Your instructions = In the material below, which lines hold the word "view"? Pick each one out.

++++ Dataset excerpts ++++

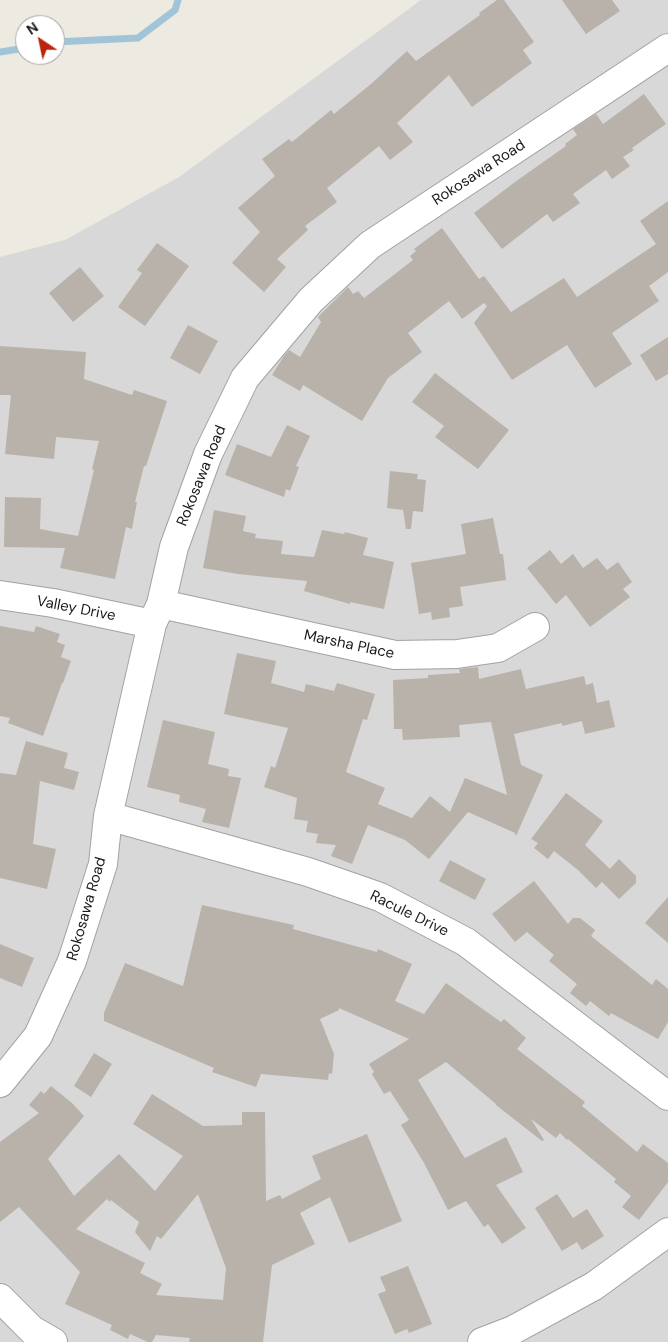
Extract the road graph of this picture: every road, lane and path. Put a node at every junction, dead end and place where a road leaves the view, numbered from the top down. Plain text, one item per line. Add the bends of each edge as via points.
1 (668, 48) edge
2 (0, 595) edge
3 (156, 614) junction
4 (535, 627) dead end
5 (108, 816) junction
6 (0, 1083) edge
7 (668, 1096) edge
8 (668, 1232) edge
9 (0, 1298) edge
10 (53, 1342) edge
11 (482, 1342) edge

1 - 3 street, Rokosawa Road via 370,245 311,300 245,378 208,454 174,547
2 - 3 street, Valley Drive
3 - 4 street, Marsha Place via 395,655 457,654 498,648
3 - 5 street, Rokosawa Road
5 - 6 street, Rokosawa Road via 102,864 72,961 38,1036
5 - 7 street, Racule Drive via 308,872 380,897 466,942
8 - 11 street via 594,1286 513,1330
9 - 10 street via 32,1330

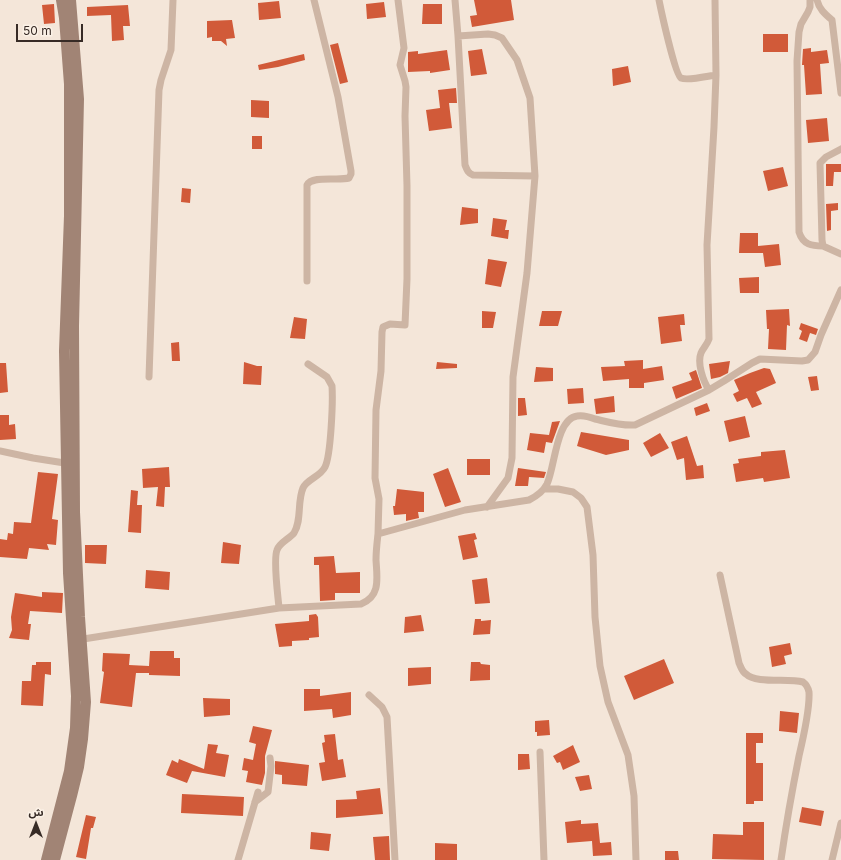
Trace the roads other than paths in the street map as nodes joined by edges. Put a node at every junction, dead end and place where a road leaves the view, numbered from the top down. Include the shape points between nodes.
1 (61, 0) edge
2 (71, 0) edge
3 (173, 0) edge
4 (314, 0) edge
5 (398, 0) edge
6 (456, 0) edge
7 (659, 0) edge
8 (714, 0) edge
9 (810, 0) edge
10 (817, 0) edge
11 (458, 36) junction
12 (716, 75) junction
13 (841, 93) edge
14 (841, 149) edge
15 (535, 176) junction
16 (823, 246) junction
17 (841, 254) edge
18 (307, 281) dead end
19 (841, 290) edge
20 (308, 364) dead end
21 (150, 377) dead end
22 (709, 390) junction
23 (0, 451) edge
24 (71, 464) junction
25 (544, 489) junction
26 (487, 506) junction
27 (378, 534) junction
28 (720, 575) dead end
29 (279, 608) junction
30 (77, 640) junction
31 (369, 695) dead end
32 (540, 752) dead end
33 (270, 758) dead end
34 (258, 792) dead end
35 (255, 802) junction
36 (841, 823) edge
37 (46, 860) edge
38 (55, 860) edge
39 (238, 860) edge
40 (395, 860) edge
41 (544, 860) edge
42 (636, 860) edge
43 (781, 860) edge
44 (832, 860) edge

1 - 24 main road via 69,84 64,351
2 - 24 main road via 79,99
3 - 21 street via 171,50 159,90
4 - 18 street via 338,97 351,174 343,180 313,179 308,182
5 - 27 street via 404,48 400,65 406,87 404,116 407,279 405,325 386,325 382,332 376,410 375,478 379,499
6 - 11 street
7 - 12 street via 679,76 689,78
8 - 12 street
9 - 16 street via 810,7 799,28 799,232 809,245
10 - 13 street via 818,6 832,20
11 - 15 street via 495,35 502,38 517,60 530,98
11 - 15 street via 467,170 473,175
12 - 22 street via 706,245 708,339 700,354 702,379
14 - 16 street via 820,163
15 - 26 street via 527,273 513,377 511,465 508,478
16 - 17 street
19 - 22 street via 815,352 808,360 760,360
20 - 29 street via 327,377 332,386 328,455 323,470 303,488 294,532 276,550
22 - 25 street via 635,425 578,415 570,418 560,435
23 - 24 street
24 - 30 main road via 75,512
25 - 26 street via 538,496 529,500
25 - 42 street via 573,492 587,507 593,555 600,666 608,702 628,755 634,796
26 - 27 street
27 - 29 street via 376,590 369,601 361,604
28 - 43 street via 743,672 756,679 800,681 805,683 808,689 806,720
29 - 30 street
30 - 37 main road via 73,747
30 - 38 main road via 86,702 83,739 72,796
31 - 40 street via 382,707 387,717
32 - 41 street
33 - 35 street via 268,792
34 - 35 street
35 - 39 street
36 - 44 street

++++

The completed task =
Extract the road graph of this picture: every road, lane and path. Put a node at every junction, dead end and place where a road leaves the view, numbered from the top down. Plain text, one item per line. Add the bends of each edge as via points.
Trace the roads other than paths in the street map as nodes joined by edges. Put a node at every junction, dead end and place where a road leaves the view, numbered from the top down. Include the shape points between nodes.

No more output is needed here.